Do que nos orgulhamos? Há quem viva uma vida à procura de ter essa sensação. Enquanto outros parecem-no sentir em cada respiração que fazem. Haverá certamente várias razões que cada um de nós toma para dizer que se sente orgulhoso disto e daquilo. E também de que ao longo da vida este sentir vá sendo diferente. Mas já se sentiu orgulhoso em ser diabético, alérgico ao pó? Se pensarmos que muitas destas e outros condições nos levam a mudar de comportamentos e em boa parte de vida, porque não haveria alguém de se orgulhar disso. Por exemplo, eu sempre pensei que o facto de ser mais tímido me tem levado a ser mais introspectivo e isso tem-me proporcionado experiências de vida únicas. Talvez o facto de ser diabético o tenha levado a ser uma melhor pessoa! Quem sabe? E do que os autistas se orgulham? Era suposto orgulharem-se, perguntarão alguns! Talvez nunca tenham lido poesia a um leão.

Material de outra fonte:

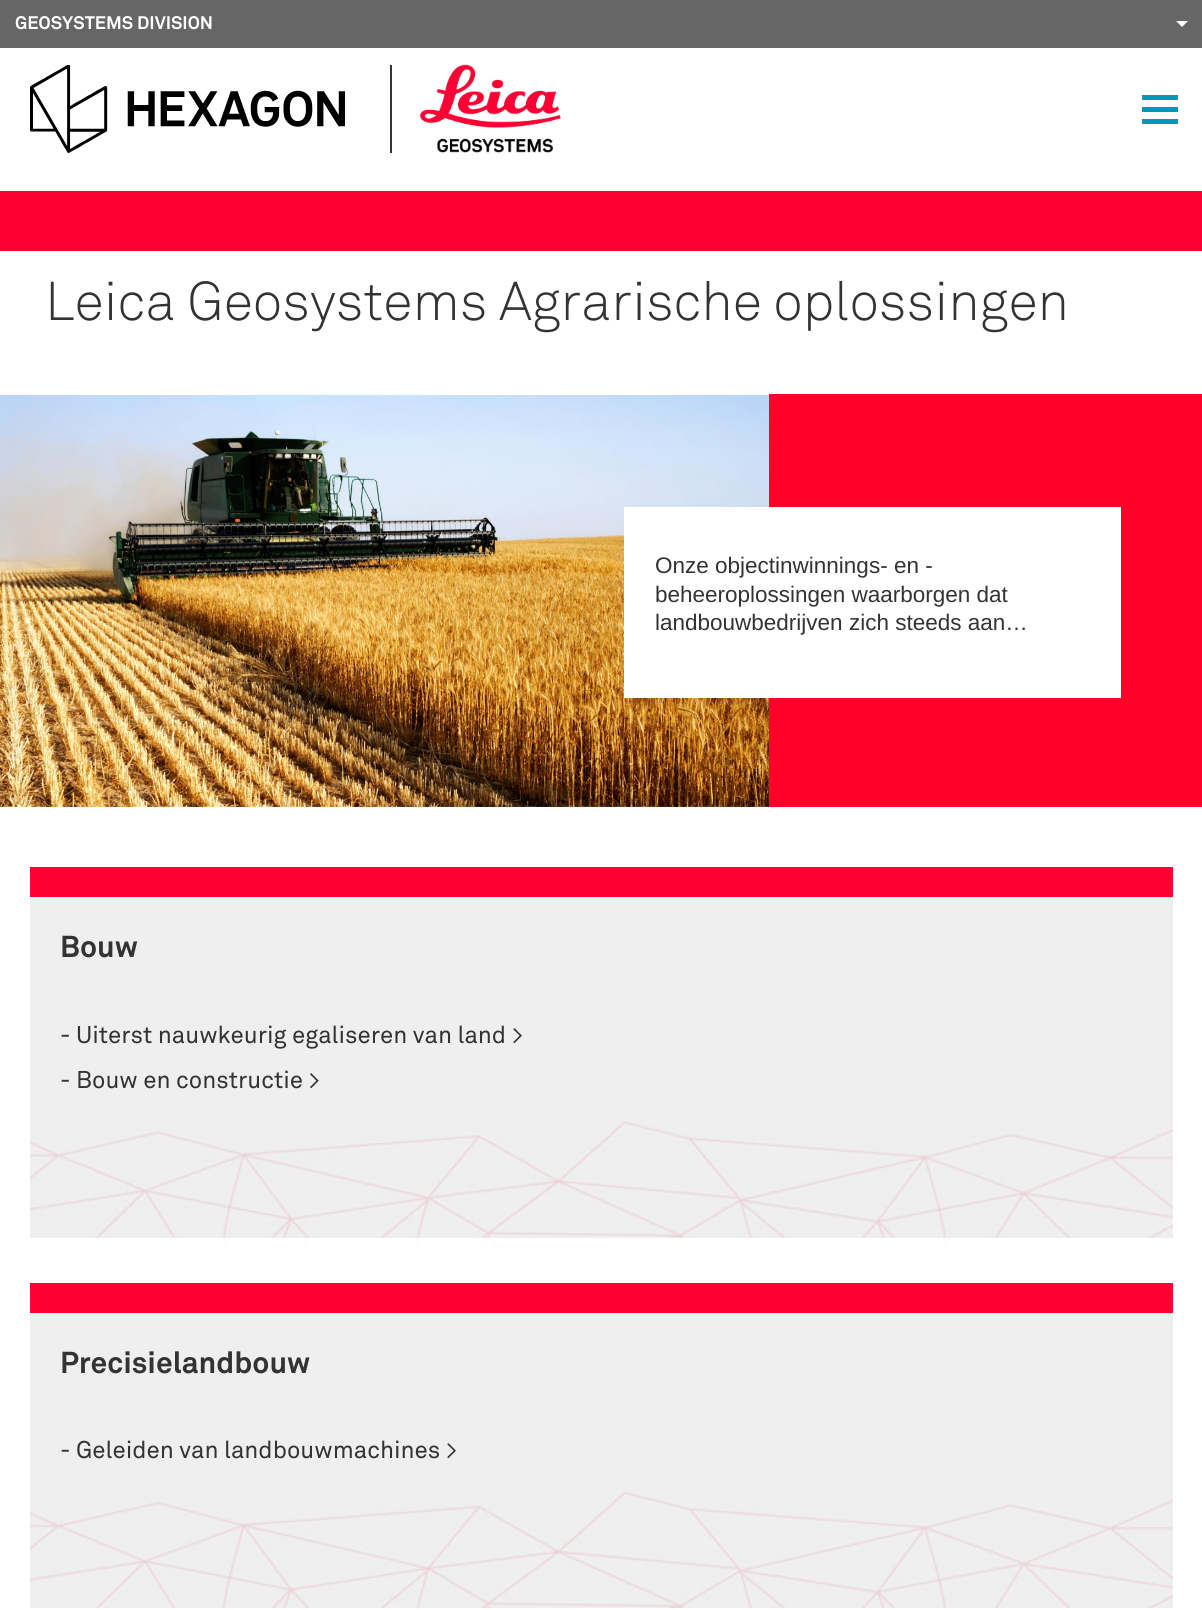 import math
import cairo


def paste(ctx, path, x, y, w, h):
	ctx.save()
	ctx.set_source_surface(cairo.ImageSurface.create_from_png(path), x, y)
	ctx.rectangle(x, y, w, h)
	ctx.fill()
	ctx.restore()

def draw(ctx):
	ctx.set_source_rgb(1, 1, 1)
	ctx.paint()
	ctx.set_source_rgb(0.4, 0.4, 0.4)
	ctx.rectangle(0, 0, 1202, 48)
	ctx.fill()
	ctx.select_font_face('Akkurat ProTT', cairo.FONT_SLANT_NORMAL, cairo.FONT_WEIGHT_BOLD)
	ctx.set_font_size(18)
	ctx.set_source_rgb(1, 1, 1)
	ctx.move_to(15, 29)
	ctx.show_text('GEOSYSTEMS DIVISION')
	ctx.new_path()
	ctx.move_to(1176, 21)
	ctx.line_to(1188, 21)
	ctx.line_to(1182, 27)
	ctx.close_path()
	ctx.fill()
	ctx.set_source_rgb(0.2, 0.2, 0.2)
	ctx.rectangle(390, 65, 2, 88)
	ctx.fill()
	paste(ctx, 'media/1.png', 30, 65, 315, 88)
	paste(ctx, 'media/2.png', 420, 64, 141, 89)
	ctx.set_source_rgb(0, 0.592, 0.729)
	ctx.rectangle(1142, 95, 36, 5)
	ctx.rectangle(1142, 107, 36, 5)
	ctx.rectangle(1142, 119, 36, 5)
	ctx.fill()
	ctx.set_source_rgb(1, 0, 0.2)
	ctx.rectangle(0, 191, 1202, 60)
	ctx.fill()
	ctx.select_font_face('Akkurat ProTT Light')
	ctx.set_font_size(54)
	ctx.set_source_rgb(0.2, 0.2, 0.2)
	ctx.move_to(45, 320)
	ctx.show_text('Leica Geosystems Agrarische oplossingen')
	paste(ctx, 'media/3.png', 0, 395, 769, 412)
	ctx.set_source_rgb(1, 0.004, 0.161)
	ctx.rectangle(769, 394, 433, 413)
	ctx.fill()
	ctx.set_source_rgb(1, 1, 1)
	ctx.rectangle(624, 507, 497, 191)
	ctx.fill()
	ctx.select_font_face('Liberation Sans')
	ctx.set_font_size(22.5)
	ctx.set_source_rgb(0.2, 0.2, 0.2)
	for x, y, s in [
		(655, 573, 'Onze objectinwinnings- en -'),
		(655, 602, 'beheeroplossingen waarborgen dat'),
		(655, 630, 'landbouwbedrijven zich steeds aan…'),
	]:
		ctx.move_to(x, y)
		ctx.show_text(s)
	ctx.set_source_rgb(0.937, 0.937, 0.937)
	ctx.rectangle(30, 897, 1143, 341)
	ctx.fill()
	paste(ctx, 'media/4.png', 30, 1118, 1143, 120)
	ctx.set_source_rgb(1, 0, 0.2)
	ctx.rectangle(30, 867, 1143, 30)
	ctx.fill()
	ctx.select_font_face('Akkurat ProTT', cairo.FONT_SLANT_NORMAL, cairo.FONT_WEIGHT_BOLD)
	ctx.set_font_size(30)
	ctx.set_source_rgb(0.2, 0.2, 0.2)
	ctx.move_to(60, 957)
	ctx.show_text('Bouw')
	ctx.select_font_face('Akkurat ProTT')
	ctx.set_font_size(24)
	ctx.move_to(60, 1043)
	ctx.show_text('- Uiterst nauwkeurig egaliseren van land >')
	ctx.move_to(60, 1088)
	ctx.show_text('- Bouw en constructie >')
	ctx.set_source_rgb(0.937, 0.937, 0.937)
	ctx.rectangle(30, 1313, 1143, 178)
	ctx.fill()
	paste(ctx, 'media/5.png', 30, 1491, 1143, 117)
	ctx.set_source_rgb(1, 0, 0.2)
	ctx.rectangle(30, 1283, 1143, 30)
	ctx.fill()
	ctx.select_font_face('Akkurat ProTT', cairo.FONT_SLANT_NORMAL, cairo.FONT_WEIGHT_BOLD)
	ctx.set_font_size(30)
	ctx.set_source_rgb(0.2, 0.2, 0.2)
	ctx.move_to(60, 1373)
	ctx.show_text('Precisielandbouw')
	ctx.select_font_face('Akkurat ProTT')
	ctx.set_font_size(24)
	ctx.move_to(60, 1458)
	ctx.show_text('- Geleiden van landbouwmachines >')


surface = cairo.ImageSurface(cairo.FORMAT_RGB24, 1202, 1610)
ctx = cairo.Context(surface)
options = cairo.FontOptions()
options.set_hint_metrics(cairo.HINT_METRICS_OFF)
options.set_hint_style(cairo.HINT_STYLE_NONE)
ctx.set_font_options(options)
ctx.set_miter_limit(4)
draw(ctx)
surface.write_to_png('image.png') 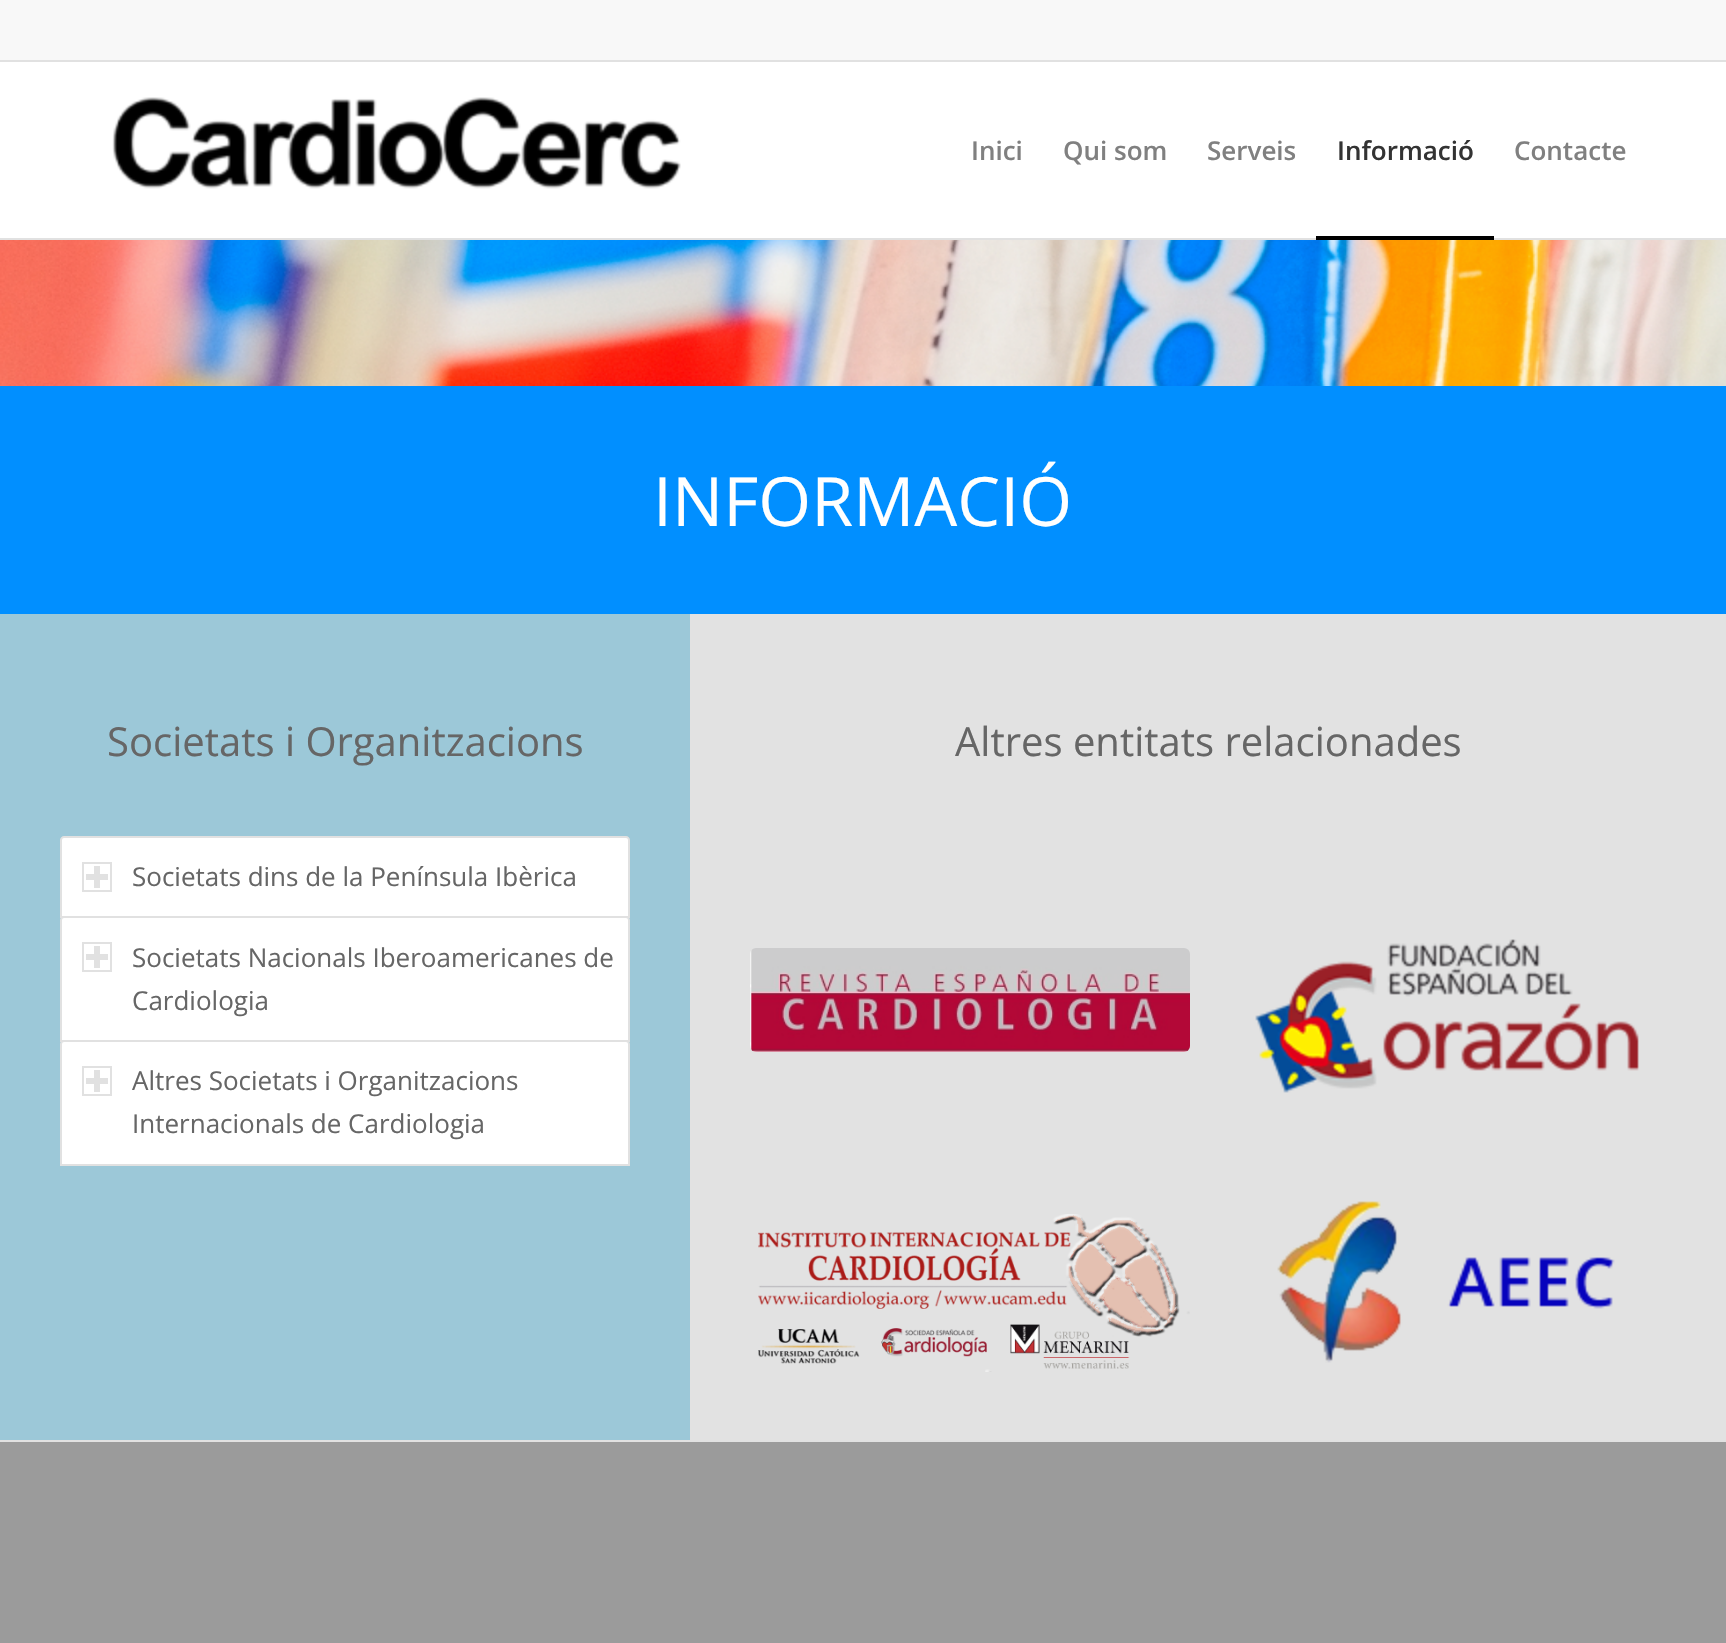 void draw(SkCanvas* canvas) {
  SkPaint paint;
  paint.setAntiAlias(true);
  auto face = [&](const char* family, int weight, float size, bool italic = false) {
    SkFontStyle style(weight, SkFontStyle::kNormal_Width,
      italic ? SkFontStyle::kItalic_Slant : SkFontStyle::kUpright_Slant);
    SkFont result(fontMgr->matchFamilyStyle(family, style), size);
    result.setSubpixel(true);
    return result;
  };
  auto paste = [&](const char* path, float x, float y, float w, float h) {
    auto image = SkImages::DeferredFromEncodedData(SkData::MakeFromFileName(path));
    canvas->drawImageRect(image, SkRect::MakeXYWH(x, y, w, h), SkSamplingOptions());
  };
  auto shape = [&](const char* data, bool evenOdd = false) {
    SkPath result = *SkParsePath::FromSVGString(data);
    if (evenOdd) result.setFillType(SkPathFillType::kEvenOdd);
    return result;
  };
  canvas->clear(0xffffffff);
  {
    const struct { float x, y, w, h; SkColor color; } items[] = {
      {0, 0, 1726, 60, 0xfff8f8f8},
      {0, 60, 1726, 2, 0xffe1e1e1},
      {0, 238, 1726, 2, 0xffe1e1e1},
    };
    for (auto [x, y, w, h, color] : items) {
      paint.setColor(color);
      canvas->drawRect(SkRect::MakeXYWH(x, y, w, h), paint);
    }
  }
  paste("img/1.png", 112, 97, 569, 92);
  paint.setColor(0xff000000);
  canvas->drawRect(SkRect::MakeXYWH(1316, 236, 178, 4), paint);
  paste("img/2.png", 0, 240, 1726, 146);
  paint.setColor(0xff018fff);
  canvas->drawRect(SkRect::MakeXYWH(0, 386, 1726, 228), paint);
  paint.setColor(0xff9cc8d8);
  canvas->drawRect(SkRect::MakeXYWH(0, 614, 690, 826), paint);
  paint.setColor(0xffffffff);
  canvas->drawPath(shape("M64 837H626C627.5 837 629 838.5 629 840V917H61V840C61 838.5 62.5 837 64 837Z"), paint);
  paint.setStroke(true);
  paint.setStrokeWidth(2);
  paint.setColor(0xffe1e1e1);
  canvas->drawPath(shape("M64 837H626C627.5 837 629 838.5 629 840V917H61V840C61 838.5 62.5 837 64 837Z"), paint);
  canvas->drawRect(SkRect::MakeXYWH(83, 863, 28, 28), paint);
  paint.setStroke(false);
  canvas->drawRect(SkRect::MakeXYWH(94, 866, 6, 22), paint);
  canvas->drawRect(SkRect::MakeXYWH(86, 874, 22, 6), paint);
  paint.setColor(0xffffffff);
  canvas->drawPath(shape("M64 917H626C627.5 917 629 918.5 629 920V1041H61V920C61 918.5 62.5 917 64 917Z"), paint);
  paint.setStroke(true);
  paint.setColor(0xffe1e1e1);
  canvas->drawPath(shape("M64 917H626C627.5 917 629 918.5 629 920V1041H61V920C61 918.5 62.5 917 64 917Z"), paint);
  canvas->drawRect(SkRect::MakeXYWH(83, 943, 28, 28), paint);
  paint.setStroke(false);
  canvas->drawRect(SkRect::MakeXYWH(94, 946, 6, 22), paint);
  canvas->drawRect(SkRect::MakeXYWH(86, 954, 22, 6), paint);
  paint.setColor(0xffffffff);
  canvas->drawPath(shape("M64 1041H626C627.5 1041 629 1042.5 629 1044V1165H61V1044C61 1042.5 62.5 1041 64 1041Z"), paint);
  paint.setStroke(true);
  paint.setColor(0xffe1e1e1);
  canvas->drawPath(shape("M64 1041H626C627.5 1041 629 1042.5 629 1044V1165H61V1044C61 1042.5 62.5 1041 64 1041Z"), paint);
  canvas->drawRect(SkRect::MakeXYWH(83, 1067, 28, 28), paint);
  paint.setStroke(false);
  {
    const struct { float x, y, w, h; SkColor color; } items[] = {
      {94, 1070, 6, 22, 0xffe1e1e1},
      {86, 1078, 22, 6, 0xffe1e1e1},
      {690, 614, 1036, 826, 0xffe2e2e2},
    };
    for (auto [x, y, w, h, color] : items) {
      paint.setColor(color);
      canvas->drawRect(SkRect::MakeXYWH(x, y, w, h), paint);
    }
  }
  paste("img/3.png", 750, 948, 440, 104);
  paste("img/4.png", 1255, 939, 384, 154);
  paste("img/5.png", 758, 1214, 432, 158);
  paste("img/6.png", 1277, 1201, 338, 162);
  paint.setColor(0xff9b9b9b);
  canvas->drawRect(SkRect::MakeXYWH(0, 1442, 1726, 201), paint);
  paint.setColor(0xffe1e1e1);
  canvas->drawRect(SkRect::MakeXYWH(0, 1440, 1726, 2), paint);
  auto f0 = face("Open Sans", 600, 26);
  paint.setColor(0xff808080);
  {
    const struct { const char* s; float x, y; } items[] = {
      {"Inici", 971, 160},
      {"Qui som", 1063, 160},
      {"Serveis", 1207, 160},
    };
    for (auto [s, x, y] : items) {
      canvas->drawString(s, x, y, f0, paint);
    }
  }
  paint.setColor(0xff333333);
  canvas->drawString("Informació", 1337, 160, f0, paint);
  paint.setColor(0xff808080);
  canvas->drawString("Contacte", 1514, 160, f0, paint);
  auto f1 = face("Open Sans", 400, 68);
  paint.setColor(0xffffffff);
  canvas->drawString("INFORMACIÓ", 653, 526, f1, paint);
  auto f2 = face("Open Sans", 400, 40);
  paint.setColor(0xff666666);
  canvas->drawString("Societats i Organitzacions", 107, 756, f2, paint);
  auto f3 = face("Open Sans", 400, 26);
  {
    const struct { const char* s; float x, y; } items[] = {
      {"Societats dins de la Península Ibèrica", 132, 886},
      {"Societats Nacionals Iberoamericanes de", 132, 967},
      {"Cardiologia", 132, 1010},
      {"Altres Societats i Organitzacions", 132, 1090},
      {"Internacionals de Cardiologia", 132, 1133},
    };
    for (auto [s, x, y] : items) {
      canvas->drawString(s, x, y, f3, paint);
    }
  }
  canvas->drawString("Altres entitats relacionades", 955, 756, f2, paint);
}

Na comunidade autista estamos neste momento a assistir a uma mudança de um paradigma de conscientização para a aceitação e inclusive de apreciação. E isso passa a trazer muitas mudanças na forma como os próprios autistas se começam a olhar. Já não como pessoas amaldiçoadas por terem a infelicidade de terem este diagnóstico ou uns desgraçados que nunca vão conseguir ser nada na vida. E passam a olhar cada vez mais abrangente e frequentemente para as suas múltiplas formas de existência de uma forma positiva. Seja para algumas das suas características que se destacam visivelmente da grande maioria das pessoas, mas não só. E isso também é uma mudança no paradigma. Até porque muitos autistas não têm nenhum atributo especial, como por exemplo, saberem sete línguas estrangeiras ou conhecerem todas as vias ferroviárias construídas no século XX. Mas sentem que podem e se querem orgulhar de ser quem são. E isso por si só parece-me fundamental para qualquer um de nós.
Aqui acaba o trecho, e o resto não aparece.